Barcelona’s Raval neighbourhood combines a high population density of inhabitants at risk of poverty and residential exclusion with a degraded building stock that fails to fulfil habitability requirements and is in need of expensive rehabilitation and heritage preservation.

This project consisted of the participatory design of a catalogue of small-scale solutions aimed at improving habitability in keeping with six principles: (1) sustainability, (2) interior air quality and sanitation, (3) inclusion, (4) care and health, (5) safety and (6) resilience. Low cost, perfectible, recyclable solutions designed in collaboration with residents meet urgent needs while respecting heritage protection. Several of these solutions were implemented in five multi-family buildings in the Raval. In each, we tested the feasibility of a guided self-rehabilitation process where residents worked on architectural solutions with help from local professionals.

The impact of the project is based on two characteristics: its bottom-up nature and its scalability.

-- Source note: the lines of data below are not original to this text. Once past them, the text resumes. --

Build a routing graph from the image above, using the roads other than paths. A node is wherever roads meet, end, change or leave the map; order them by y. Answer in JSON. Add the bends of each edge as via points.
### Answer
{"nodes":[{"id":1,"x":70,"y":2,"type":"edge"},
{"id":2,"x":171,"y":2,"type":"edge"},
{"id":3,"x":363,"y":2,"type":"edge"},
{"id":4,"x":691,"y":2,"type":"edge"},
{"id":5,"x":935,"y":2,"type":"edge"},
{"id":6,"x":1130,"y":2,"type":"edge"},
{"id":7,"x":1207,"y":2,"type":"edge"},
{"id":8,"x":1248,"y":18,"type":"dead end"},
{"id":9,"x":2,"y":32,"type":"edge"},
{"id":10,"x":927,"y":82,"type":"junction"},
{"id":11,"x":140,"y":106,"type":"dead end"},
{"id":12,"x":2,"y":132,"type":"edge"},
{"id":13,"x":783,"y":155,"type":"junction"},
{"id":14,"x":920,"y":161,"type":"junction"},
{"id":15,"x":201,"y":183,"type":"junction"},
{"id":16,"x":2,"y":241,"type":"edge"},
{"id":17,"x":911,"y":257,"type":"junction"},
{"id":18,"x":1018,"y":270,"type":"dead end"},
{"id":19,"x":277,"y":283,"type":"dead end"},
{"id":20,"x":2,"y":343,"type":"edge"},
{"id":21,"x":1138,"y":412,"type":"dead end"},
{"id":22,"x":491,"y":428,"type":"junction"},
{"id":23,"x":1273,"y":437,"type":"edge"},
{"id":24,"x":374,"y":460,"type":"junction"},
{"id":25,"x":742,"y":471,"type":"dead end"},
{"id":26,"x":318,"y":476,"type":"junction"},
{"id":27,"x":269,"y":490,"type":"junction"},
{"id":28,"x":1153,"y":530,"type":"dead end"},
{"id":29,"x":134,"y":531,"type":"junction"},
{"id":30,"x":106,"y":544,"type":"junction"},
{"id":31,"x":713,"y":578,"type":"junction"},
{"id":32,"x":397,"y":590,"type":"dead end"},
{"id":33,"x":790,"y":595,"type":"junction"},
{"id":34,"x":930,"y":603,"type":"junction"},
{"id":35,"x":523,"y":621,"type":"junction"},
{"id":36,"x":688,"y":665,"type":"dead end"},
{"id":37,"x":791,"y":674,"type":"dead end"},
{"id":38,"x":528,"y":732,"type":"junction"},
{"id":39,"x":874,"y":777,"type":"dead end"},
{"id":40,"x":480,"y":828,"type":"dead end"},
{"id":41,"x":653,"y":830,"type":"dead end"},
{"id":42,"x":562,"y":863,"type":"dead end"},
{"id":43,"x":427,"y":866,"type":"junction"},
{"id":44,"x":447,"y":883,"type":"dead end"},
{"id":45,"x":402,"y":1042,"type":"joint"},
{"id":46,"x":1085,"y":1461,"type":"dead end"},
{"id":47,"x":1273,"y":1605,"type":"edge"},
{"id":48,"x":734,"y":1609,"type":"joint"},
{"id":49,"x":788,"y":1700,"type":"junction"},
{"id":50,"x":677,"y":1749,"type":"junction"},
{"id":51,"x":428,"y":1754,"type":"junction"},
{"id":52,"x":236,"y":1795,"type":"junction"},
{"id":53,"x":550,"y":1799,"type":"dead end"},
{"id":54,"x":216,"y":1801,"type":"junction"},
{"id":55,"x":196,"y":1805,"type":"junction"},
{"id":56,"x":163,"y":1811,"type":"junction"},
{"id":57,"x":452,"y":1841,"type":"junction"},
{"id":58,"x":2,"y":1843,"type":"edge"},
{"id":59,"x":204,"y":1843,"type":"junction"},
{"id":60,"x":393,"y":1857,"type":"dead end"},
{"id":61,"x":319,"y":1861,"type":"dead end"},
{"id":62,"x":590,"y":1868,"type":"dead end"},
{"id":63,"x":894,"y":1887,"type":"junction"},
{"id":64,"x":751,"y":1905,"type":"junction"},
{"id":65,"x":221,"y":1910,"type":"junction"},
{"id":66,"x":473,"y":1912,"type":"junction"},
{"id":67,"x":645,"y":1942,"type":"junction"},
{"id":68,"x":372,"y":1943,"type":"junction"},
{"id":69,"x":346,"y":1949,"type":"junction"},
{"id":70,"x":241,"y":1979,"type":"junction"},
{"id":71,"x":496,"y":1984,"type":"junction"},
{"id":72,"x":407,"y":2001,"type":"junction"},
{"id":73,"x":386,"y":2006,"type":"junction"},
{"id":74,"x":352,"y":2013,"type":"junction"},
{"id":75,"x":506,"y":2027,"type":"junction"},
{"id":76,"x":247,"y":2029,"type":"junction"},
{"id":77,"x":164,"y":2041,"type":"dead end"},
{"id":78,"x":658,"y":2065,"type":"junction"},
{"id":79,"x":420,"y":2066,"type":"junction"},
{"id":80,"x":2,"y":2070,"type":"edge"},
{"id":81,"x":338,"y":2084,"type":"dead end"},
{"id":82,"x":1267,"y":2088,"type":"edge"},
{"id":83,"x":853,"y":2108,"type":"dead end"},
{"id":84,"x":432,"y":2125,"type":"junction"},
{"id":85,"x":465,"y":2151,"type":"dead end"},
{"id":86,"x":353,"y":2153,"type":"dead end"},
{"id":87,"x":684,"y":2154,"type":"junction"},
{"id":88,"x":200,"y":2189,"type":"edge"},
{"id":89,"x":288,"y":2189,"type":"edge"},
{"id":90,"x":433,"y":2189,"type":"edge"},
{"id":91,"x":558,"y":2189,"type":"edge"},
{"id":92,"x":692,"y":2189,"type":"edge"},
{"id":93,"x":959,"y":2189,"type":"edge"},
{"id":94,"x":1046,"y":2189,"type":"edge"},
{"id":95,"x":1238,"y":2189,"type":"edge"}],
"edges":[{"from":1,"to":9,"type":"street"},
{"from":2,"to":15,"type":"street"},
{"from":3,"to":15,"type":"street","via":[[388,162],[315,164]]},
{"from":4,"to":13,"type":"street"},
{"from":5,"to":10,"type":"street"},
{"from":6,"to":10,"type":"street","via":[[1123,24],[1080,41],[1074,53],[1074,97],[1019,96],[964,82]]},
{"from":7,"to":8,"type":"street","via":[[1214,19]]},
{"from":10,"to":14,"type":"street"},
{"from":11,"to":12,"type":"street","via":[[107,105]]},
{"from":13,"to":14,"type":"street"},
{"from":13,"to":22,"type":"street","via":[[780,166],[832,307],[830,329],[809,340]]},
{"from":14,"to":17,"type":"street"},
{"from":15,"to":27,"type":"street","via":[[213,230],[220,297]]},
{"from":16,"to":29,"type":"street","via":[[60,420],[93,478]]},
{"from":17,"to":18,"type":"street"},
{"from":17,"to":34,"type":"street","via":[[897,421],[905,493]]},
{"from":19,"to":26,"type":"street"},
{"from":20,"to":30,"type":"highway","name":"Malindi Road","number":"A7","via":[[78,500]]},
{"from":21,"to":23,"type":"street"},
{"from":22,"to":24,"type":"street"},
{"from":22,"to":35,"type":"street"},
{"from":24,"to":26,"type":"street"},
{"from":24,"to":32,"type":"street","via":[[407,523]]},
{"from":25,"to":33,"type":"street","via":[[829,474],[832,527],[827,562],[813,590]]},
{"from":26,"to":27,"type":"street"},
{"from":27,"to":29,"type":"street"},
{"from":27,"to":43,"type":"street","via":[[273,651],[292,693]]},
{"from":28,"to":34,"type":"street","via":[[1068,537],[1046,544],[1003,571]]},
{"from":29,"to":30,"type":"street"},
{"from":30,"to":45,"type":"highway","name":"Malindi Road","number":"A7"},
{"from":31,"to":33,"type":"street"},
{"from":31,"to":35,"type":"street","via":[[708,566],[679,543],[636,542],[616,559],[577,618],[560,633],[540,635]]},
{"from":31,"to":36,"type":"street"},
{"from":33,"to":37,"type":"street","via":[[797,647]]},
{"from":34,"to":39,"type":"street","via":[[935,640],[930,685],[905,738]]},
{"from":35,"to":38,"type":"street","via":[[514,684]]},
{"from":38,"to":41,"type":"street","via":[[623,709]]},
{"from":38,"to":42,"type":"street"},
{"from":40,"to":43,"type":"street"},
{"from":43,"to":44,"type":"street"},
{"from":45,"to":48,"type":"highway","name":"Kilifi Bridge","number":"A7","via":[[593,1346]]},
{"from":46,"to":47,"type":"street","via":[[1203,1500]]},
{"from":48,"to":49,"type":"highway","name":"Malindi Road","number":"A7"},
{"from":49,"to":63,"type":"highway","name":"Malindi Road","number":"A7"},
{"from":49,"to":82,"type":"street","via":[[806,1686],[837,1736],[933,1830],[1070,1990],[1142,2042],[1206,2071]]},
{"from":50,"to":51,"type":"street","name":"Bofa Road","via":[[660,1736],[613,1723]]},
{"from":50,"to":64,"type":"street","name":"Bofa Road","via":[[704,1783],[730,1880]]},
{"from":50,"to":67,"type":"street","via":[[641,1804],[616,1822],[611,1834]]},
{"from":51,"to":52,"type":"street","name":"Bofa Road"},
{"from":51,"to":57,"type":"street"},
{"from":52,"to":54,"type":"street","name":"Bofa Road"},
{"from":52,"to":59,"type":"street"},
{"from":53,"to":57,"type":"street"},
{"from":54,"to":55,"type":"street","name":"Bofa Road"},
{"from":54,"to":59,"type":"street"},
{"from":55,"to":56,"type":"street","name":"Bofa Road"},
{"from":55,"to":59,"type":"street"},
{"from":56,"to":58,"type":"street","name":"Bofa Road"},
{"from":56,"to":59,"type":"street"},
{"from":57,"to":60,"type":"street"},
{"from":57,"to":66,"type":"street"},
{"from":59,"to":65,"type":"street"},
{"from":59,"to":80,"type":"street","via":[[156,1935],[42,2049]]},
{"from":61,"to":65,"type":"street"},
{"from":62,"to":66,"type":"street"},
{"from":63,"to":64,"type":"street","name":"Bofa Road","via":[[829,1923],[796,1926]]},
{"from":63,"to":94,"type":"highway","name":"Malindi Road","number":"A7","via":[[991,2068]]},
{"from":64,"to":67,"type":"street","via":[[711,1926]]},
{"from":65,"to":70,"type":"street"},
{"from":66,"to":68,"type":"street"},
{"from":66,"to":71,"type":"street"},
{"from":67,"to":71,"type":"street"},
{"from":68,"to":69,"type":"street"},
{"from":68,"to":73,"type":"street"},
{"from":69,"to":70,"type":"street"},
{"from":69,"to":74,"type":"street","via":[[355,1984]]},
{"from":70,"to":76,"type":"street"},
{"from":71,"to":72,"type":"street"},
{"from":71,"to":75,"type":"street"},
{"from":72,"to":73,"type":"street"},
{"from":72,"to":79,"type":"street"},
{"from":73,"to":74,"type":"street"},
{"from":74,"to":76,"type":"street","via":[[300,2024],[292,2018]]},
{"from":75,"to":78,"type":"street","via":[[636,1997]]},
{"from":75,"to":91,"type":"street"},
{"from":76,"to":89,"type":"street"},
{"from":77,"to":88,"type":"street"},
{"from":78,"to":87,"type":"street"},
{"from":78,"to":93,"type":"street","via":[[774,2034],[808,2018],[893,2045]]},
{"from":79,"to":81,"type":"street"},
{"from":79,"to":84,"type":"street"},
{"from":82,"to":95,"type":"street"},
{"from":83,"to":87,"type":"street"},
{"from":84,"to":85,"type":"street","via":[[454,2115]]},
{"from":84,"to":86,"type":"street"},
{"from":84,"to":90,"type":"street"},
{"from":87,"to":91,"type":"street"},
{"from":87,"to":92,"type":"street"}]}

First, it relies on the capacity of residents and local entities to reconquer their right to housing and proactively transform their living spaces. Second, it is scalable thanks to the design of ‘plug-in’ solutions that were implemented in pilot cases and can be replicated in the rest of the neighbourhood or in similar contexts. We found that small-scale, participative socio-architectonic transformations can have a big impact by exploring the limits of simple and efficient constructive solutions that are low-cost, permit-free and do not require complex property agreements. Such projects can be easily managed and built by the residents themselves with help from local professionals.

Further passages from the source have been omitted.